Incluso antes de la reunión en Alaska, las expectativas eran limitadas, ya que el presidente Biden demostró su determinación de continuar por el camino decidido que tomó su predecesor, Donald Trump.

Mais l’équipe Biden, qui reprochait à l’administration Trump son isolement sur la scène mondiale et une diplomatie à la fois véhémente et brouillonne, assure vouloir être plus méthodique pour pouvoir aussi « coopérer » avec le géant asiatique face aux défis communs comme le calentamiento global.

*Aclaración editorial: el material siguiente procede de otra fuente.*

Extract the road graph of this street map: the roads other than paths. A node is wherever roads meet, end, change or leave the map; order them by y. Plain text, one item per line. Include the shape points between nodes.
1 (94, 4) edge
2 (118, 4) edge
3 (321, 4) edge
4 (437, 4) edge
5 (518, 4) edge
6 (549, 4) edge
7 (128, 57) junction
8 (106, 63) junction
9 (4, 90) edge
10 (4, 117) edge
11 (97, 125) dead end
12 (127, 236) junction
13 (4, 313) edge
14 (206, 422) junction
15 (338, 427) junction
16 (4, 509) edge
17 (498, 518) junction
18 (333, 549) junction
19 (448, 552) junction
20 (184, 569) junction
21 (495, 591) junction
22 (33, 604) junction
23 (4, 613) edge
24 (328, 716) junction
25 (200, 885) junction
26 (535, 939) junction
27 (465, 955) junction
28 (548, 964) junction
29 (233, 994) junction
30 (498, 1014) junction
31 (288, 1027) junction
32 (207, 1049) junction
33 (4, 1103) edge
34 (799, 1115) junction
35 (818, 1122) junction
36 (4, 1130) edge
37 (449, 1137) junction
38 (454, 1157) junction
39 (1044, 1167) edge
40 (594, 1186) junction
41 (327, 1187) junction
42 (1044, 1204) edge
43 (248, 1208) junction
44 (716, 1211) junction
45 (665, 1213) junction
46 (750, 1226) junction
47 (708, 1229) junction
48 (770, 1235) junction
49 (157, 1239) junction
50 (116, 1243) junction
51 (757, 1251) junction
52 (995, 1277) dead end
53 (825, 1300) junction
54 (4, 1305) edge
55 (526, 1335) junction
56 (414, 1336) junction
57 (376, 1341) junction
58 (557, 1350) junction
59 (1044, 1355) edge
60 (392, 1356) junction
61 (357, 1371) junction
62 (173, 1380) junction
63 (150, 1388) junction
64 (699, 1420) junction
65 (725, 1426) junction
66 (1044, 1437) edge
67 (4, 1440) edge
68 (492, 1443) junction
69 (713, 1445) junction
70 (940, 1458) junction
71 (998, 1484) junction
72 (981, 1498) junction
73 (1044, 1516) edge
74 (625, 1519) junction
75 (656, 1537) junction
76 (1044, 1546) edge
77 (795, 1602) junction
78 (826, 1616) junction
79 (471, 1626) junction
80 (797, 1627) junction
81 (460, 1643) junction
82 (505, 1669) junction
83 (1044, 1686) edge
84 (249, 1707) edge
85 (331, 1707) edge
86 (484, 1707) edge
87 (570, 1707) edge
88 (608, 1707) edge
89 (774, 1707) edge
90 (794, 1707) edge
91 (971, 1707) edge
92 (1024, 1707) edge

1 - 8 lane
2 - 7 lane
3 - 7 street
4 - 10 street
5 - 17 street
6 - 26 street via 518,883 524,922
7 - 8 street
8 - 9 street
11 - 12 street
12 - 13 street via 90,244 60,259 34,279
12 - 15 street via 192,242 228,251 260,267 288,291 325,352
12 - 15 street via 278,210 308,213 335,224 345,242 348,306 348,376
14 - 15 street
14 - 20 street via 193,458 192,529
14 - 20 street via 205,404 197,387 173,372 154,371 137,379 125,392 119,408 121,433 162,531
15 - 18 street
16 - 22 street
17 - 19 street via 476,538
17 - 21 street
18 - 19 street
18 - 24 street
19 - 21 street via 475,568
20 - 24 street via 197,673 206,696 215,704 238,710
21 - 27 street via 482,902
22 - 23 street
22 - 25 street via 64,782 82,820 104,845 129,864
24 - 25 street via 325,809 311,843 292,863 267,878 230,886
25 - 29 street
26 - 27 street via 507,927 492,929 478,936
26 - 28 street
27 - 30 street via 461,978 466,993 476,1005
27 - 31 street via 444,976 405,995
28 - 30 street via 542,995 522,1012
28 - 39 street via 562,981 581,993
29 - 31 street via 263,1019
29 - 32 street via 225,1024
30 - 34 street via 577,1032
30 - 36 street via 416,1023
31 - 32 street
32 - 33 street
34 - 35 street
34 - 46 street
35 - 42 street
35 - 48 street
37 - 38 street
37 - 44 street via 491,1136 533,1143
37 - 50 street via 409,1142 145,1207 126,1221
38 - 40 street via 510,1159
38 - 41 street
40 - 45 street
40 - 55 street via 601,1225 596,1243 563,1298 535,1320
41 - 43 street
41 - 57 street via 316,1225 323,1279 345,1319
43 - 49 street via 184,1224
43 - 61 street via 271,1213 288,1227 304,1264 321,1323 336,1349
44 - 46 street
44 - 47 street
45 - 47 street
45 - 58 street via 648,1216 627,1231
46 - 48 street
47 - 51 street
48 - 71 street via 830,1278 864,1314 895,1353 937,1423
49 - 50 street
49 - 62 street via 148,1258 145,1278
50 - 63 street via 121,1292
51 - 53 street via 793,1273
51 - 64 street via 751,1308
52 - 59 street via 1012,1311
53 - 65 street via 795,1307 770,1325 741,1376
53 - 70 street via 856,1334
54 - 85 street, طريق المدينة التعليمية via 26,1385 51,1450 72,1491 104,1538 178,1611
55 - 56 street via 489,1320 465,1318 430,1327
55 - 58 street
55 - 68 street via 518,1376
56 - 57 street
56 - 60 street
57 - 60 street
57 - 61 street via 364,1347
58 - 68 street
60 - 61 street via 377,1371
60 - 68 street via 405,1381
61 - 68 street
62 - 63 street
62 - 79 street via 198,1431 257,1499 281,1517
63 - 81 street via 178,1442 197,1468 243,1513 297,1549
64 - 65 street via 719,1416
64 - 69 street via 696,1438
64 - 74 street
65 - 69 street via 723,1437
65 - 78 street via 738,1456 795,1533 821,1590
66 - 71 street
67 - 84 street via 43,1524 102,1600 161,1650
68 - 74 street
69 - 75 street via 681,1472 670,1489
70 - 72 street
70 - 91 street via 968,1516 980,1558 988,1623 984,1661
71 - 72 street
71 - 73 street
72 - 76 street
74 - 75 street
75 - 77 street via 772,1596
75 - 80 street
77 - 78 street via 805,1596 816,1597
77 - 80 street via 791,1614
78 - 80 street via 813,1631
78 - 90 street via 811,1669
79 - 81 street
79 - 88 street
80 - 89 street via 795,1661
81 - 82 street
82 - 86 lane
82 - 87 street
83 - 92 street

El asesor de seguridad nacional de la Casa Blanca, Jake Sullivan Anchorage, enfatizó que Estados Unidos no quería un “conflicto” con China, sino que estaba “abierto a una intensa competencia”.

Yang Jiechi, por su parte, pidió “abandonar la mentalidad de la Guerra Fría” y también pidió algún tipo de “cooperación”.

Una vez solas y a puerta cerrada, las delegaciones también mantuvieron el jueves una larga conversación “sustantiva, seria y directa”, como dijimos desde el lado estadounidense.

“Esperamos que Estados Unidos se reúna con China” para “impulsar las relaciones bilaterales en el camino hacia un desarrollo fuerte y estable”, agregó Beijing.